REPLICAS (2012) review


Replicas (2012) (1st viewing) d. Regimbal, Jeremy Power (Canada)

An affluent young couple (Josh Close, Selma Blair), reeling from the death of their young daughter and seeking to escape the everyday reminders around them, retreat to their family’s private mountain lodge. With their 9-year-old son and fluffy pooch in tow, their arrival is met by the spontaneous welcoming committee of James D’Arcy and Rachel Miner, themselves a young couple with a 9-year-old son. The enthusiastic and persistent neighbors invite themselves over for the evening, paving the way for one of the most indefinably tense dinner sequences in recent memory.

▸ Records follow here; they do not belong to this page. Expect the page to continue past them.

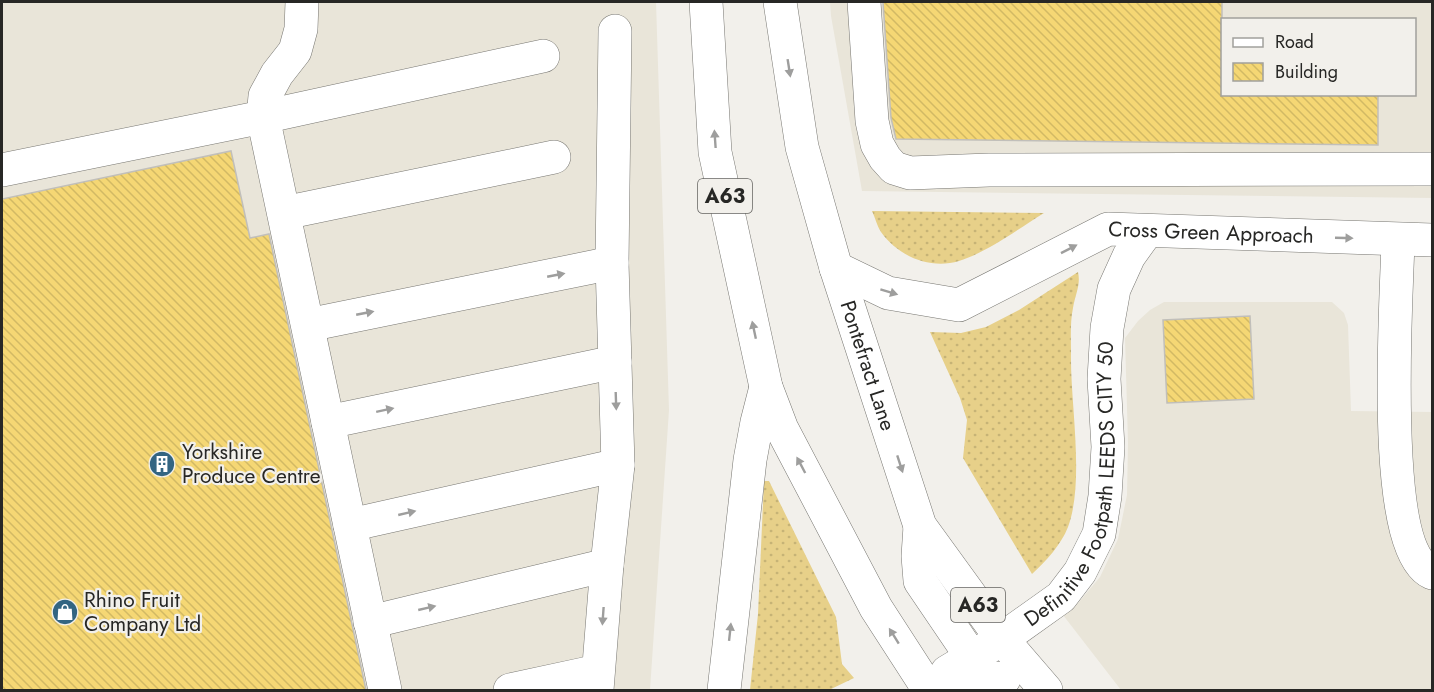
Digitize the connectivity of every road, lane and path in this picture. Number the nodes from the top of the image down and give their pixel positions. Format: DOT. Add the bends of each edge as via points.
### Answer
graph roads {
  1 [pos="302,2"];
  2 [pos="706,2"];
  3 [pos="780,2"];
  4 [pos="864,2"];
  5 [pos="615,31"];
  6 [pos="543,56"];
  7 [pos="263,117"];
  8 [pos="554,157"];
  9 [pos="1432,169"];
  10 [pos="2,170"];
  11 [pos="284,213"];
  12 [pos="1147,231"];
  13 [pos="1398,240"];
  14 [pos="1432,240"];
  15 [pos="612,263"];
  16 [pos="836,268"];
  17 [pos="308,325"];
  18 [pos="615,362"];
  19 [pos="766,387"];
  20 [pos="328,422"];
  21 [pos="618,465"];
  22 [pos="350,525"];
  23 [pos="920,526"];
  24 [pos="606,565"];
  25 [pos="1432,573"];
  26 [pos="370,622"];
  27 [pos="1002,639"];
  28 [pos="983,675"];
  29 [pos="598,681"];
  30 [pos="1042,686"];
  31 [pos="923,689"];
  32 [pos="385,690"];
  33 [pos="510,690"];
  34 [pos="724,690"];
  1 -- 7 [label="main road" via="302,29 295,51 265,96"];
  19 -- 2 [label="main road, A63, one-way" via="716,152"];
  3 -- 16 [label="main road, Pontefract Lane / A63, one-way" via="802,147"];
  4 -- 9 [label="main road" via="877,144 894,168 910,173"];
  5 -- 15 [label="main road"];
  6 -- 7 [label="main road"];
  7 -- 10 [label="main road"];
  7 -- 11 [label="main road"];
  8 -- 11 [label="main road"];
  11 -- 17 [label="main road"];
  12 -- 13 [label="main road, Cross Green Approach, one-way"];
  16 -- 12 [label="main road, Cross Green Approach, one-way" via="888,293 959,305 1108,229"];
  12 -- 27 [label="main road, Definitive Footpath LEEDS CITY 50" via="1129,256 1114,289 1107,328 1104,379 1108,447 1099,534 1080,572 1061,597"];
  13 -- 14 [label="main road, Cross Green Approach"];
  13 -- 25 [label="main road" via="1394,412 1399,500 1414,555"];
  17 -- 15 [label="main road, one-way"];
  15 -- 18 [label="main road"];
  16 -- 23 [label="main road, Pontefract Lane / A63, one-way"];
  17 -- 20 [label="main road"];
  20 -- 18 [label="main road, one-way"];
  18 -- 21 [label="main road, one-way"];
  31 -- 19 [label="main road, A63, one-way" via="782,429"];
  34 -- 19 [label="main road, one-way" via="750,460"];
  20 -- 22 [label="main road"];
  22 -- 21 [label="main road, one-way"];
  21 -- 24 [label="main road"];
  22 -- 26 [label="main road"];
  23 -- 27 [label="main road, Pontefract Lane / A63"];
  23 -- 28 [label="main road, A63" via="921,581"];
  26 -- 24 [label="main road, one-way"];
  24 -- 29 [label="main road, one-way"];
  26 -- 32 [label="main road"];
  27 -- 28 [label="main road, Definitive Footpath LEEDS CITY 50"];
  27 -- 30 [label="main road, Pontefract Lane / A63"];
  28 -- 30 [label="main road, A63"];
  28 -- 31 [label="main road, Definitive Footpath LEEDS CITY 50"];
  29 -- 33 [label="main road"];
}
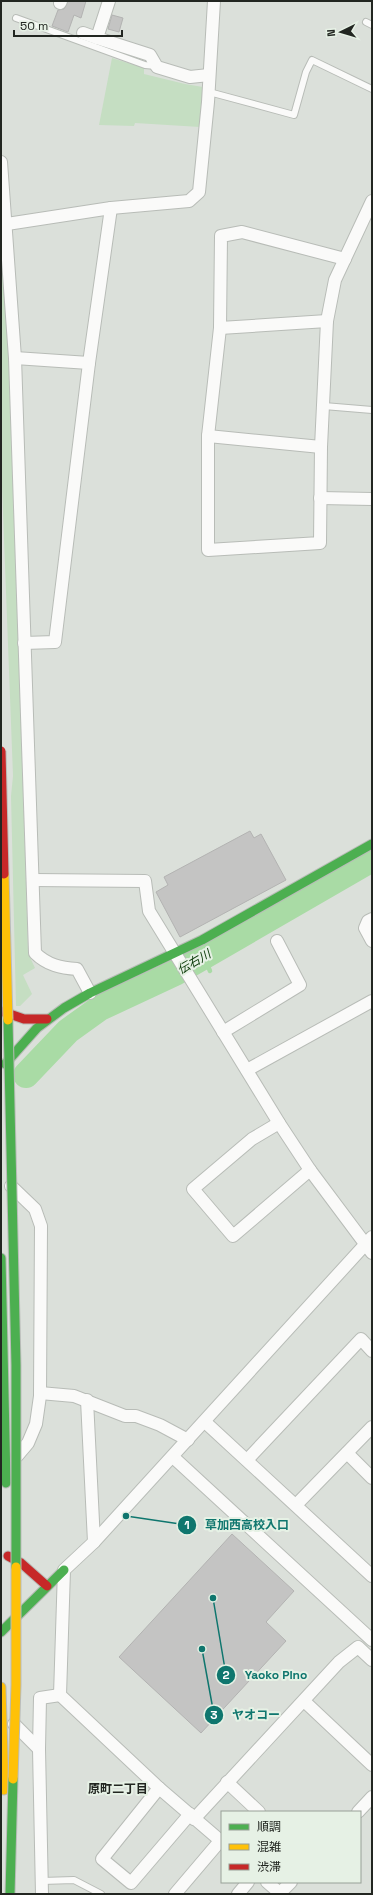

In fact, this first act is so supremely unsettling, with D’Arcy and Miner’s over-the-top ingratiating and friendly demeanor absent any discernible agenda, that it’s almost disappointing when Replicas turns into a standard if effective home invasion scenario. However, even within this familiar terrain, first time director Regimbal and his well-honed cast have a few tricks up their sleeves, introducing fresh and unsettling maneuvers into the subgenre’s playbook. Leading man Close’s impressive screenwriting debut invites not-unwarranted comparisons to Michael Haneke’s Funny Games, minus the intellectualizing and with a lot more sly, disquieting humor on display. Definitely worth checking out.